Bartholomeus alias Khar naquit d’une famille noble de la haute Tarentia, une mère aimante proche de son fils et d’un père obsédé par l’histoire, la connaissance et les secrets enfouis. Kar était un enfant doué, pas plus tôt qu’il apprenait à marcher qu’il savait presque parler correctement. Elwan, son père vit ceci comme un signe, son fils un jour l’égalerait et peut être même le dépasserait.
Ce dernier sépara bien jeune son fils de sa mère, considérant que la douceur était au femme ce que la sagacité était aux hommes et bien que ne quittant jamais sa bibliothèque il supervisa l’apprentissage de son fils, le confiant au professeurs les plus éminent de la cité royale. Mais alors qu’il voyait grandir son fils, un doute sombre hanta son esprit, qu’un jour son fils lui volerait sa place, l’évincerait du piédestal de la connaissance. .Se morfondant, faisant germer cette petite graine de malheur, il devint de plus en plus aigri.
Kar quand à lui, était né avec la même soif que son père, dévorant les livres avec passion. Si bien que la bibliothèque de son père ne lui suffit plus, toujours plus avide, à la recherche d’un écrit croustillant, d’un vieux livre poussiéreux ou d’un récit scientifique.
Tout les personnes du cercle familliale ventait les mérites de Kar, sa détermination, mais aussi son calme et son sens des politesses.
Sa mère venait des fois lui rendre visite, lui apporter de quoi se sustenter, malgré les interdictions du paternel.

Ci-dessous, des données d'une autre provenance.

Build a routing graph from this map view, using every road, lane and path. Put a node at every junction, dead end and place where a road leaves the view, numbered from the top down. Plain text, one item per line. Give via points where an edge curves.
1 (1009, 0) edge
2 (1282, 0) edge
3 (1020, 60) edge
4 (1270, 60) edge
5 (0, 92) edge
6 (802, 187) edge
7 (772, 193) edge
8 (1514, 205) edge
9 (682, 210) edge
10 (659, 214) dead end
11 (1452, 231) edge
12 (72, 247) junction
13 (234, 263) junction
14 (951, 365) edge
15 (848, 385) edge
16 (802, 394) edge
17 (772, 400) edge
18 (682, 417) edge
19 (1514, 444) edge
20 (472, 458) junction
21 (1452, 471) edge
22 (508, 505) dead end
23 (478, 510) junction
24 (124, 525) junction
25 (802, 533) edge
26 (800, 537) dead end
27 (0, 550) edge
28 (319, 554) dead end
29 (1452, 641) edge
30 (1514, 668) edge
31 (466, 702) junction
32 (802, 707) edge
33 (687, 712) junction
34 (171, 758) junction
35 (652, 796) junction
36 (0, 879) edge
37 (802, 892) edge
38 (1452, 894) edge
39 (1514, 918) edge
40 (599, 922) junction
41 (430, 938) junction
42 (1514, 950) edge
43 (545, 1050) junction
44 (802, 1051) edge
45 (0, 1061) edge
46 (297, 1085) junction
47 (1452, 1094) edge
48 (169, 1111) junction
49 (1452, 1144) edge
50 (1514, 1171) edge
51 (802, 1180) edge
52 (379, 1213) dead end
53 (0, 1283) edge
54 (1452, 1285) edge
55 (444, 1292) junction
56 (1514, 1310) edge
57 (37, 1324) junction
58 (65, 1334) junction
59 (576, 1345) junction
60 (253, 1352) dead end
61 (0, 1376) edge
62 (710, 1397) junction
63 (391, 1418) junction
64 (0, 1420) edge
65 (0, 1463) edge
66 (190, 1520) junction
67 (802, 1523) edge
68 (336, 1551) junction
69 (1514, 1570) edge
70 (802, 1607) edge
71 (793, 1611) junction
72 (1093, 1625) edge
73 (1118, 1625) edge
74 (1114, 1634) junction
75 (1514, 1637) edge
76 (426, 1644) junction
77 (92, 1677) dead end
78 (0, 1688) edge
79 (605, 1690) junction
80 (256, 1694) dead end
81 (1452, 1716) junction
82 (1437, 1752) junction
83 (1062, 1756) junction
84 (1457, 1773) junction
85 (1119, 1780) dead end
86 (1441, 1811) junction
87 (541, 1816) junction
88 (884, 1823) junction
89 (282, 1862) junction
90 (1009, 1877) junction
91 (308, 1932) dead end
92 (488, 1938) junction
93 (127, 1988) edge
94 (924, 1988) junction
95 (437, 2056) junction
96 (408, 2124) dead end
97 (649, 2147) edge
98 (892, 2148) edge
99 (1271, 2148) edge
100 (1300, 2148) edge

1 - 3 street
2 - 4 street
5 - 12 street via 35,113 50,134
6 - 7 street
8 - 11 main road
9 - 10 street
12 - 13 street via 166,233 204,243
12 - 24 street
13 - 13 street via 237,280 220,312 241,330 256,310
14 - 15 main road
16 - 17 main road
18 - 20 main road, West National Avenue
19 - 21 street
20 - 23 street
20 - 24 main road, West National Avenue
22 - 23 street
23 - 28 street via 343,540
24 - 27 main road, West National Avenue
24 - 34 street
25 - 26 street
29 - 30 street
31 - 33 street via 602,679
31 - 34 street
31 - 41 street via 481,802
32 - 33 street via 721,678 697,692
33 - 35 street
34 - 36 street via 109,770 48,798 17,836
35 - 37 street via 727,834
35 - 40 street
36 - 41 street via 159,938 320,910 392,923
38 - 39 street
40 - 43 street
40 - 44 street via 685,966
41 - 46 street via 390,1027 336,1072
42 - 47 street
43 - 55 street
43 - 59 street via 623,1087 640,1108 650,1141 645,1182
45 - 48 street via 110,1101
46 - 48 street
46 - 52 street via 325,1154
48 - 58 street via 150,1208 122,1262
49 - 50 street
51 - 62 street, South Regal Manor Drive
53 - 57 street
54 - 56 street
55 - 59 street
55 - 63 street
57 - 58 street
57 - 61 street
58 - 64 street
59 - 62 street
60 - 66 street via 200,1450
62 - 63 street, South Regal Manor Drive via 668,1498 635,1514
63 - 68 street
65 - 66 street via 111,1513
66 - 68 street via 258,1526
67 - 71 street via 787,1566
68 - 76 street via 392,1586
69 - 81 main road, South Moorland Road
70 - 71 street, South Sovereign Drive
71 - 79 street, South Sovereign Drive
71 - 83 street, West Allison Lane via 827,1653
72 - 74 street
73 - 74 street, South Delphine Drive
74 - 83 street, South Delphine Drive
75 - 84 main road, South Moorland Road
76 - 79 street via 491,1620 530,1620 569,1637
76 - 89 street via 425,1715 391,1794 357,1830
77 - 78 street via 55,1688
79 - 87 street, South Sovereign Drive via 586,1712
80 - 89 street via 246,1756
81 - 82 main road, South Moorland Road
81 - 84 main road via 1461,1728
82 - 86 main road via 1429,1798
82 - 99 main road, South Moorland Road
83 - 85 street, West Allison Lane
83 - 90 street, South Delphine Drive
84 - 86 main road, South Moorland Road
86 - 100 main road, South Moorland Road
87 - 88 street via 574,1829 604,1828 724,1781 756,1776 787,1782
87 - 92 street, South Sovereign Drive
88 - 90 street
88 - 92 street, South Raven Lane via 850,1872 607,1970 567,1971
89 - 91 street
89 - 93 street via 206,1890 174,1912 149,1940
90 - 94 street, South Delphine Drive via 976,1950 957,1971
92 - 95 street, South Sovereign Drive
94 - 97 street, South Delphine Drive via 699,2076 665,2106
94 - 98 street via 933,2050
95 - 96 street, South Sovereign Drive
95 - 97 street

La famille de Kar était riche, ce qui permettait aux deux hommes de la maisons de ne pas se soucier des frais de vie, ou autre taxe qui aurait pu troubler leur quiétude. Bartholomeus était un beau jeune homme, bien que peu athlétique, il possédait un visage assez beau, un sourire charmeur et une voix envoutante, si bien que lorsque ce dernier arriva en âge de se marié, assez nombreuse furent les prétendante mais Kar n’avait d'amour que pour les livres.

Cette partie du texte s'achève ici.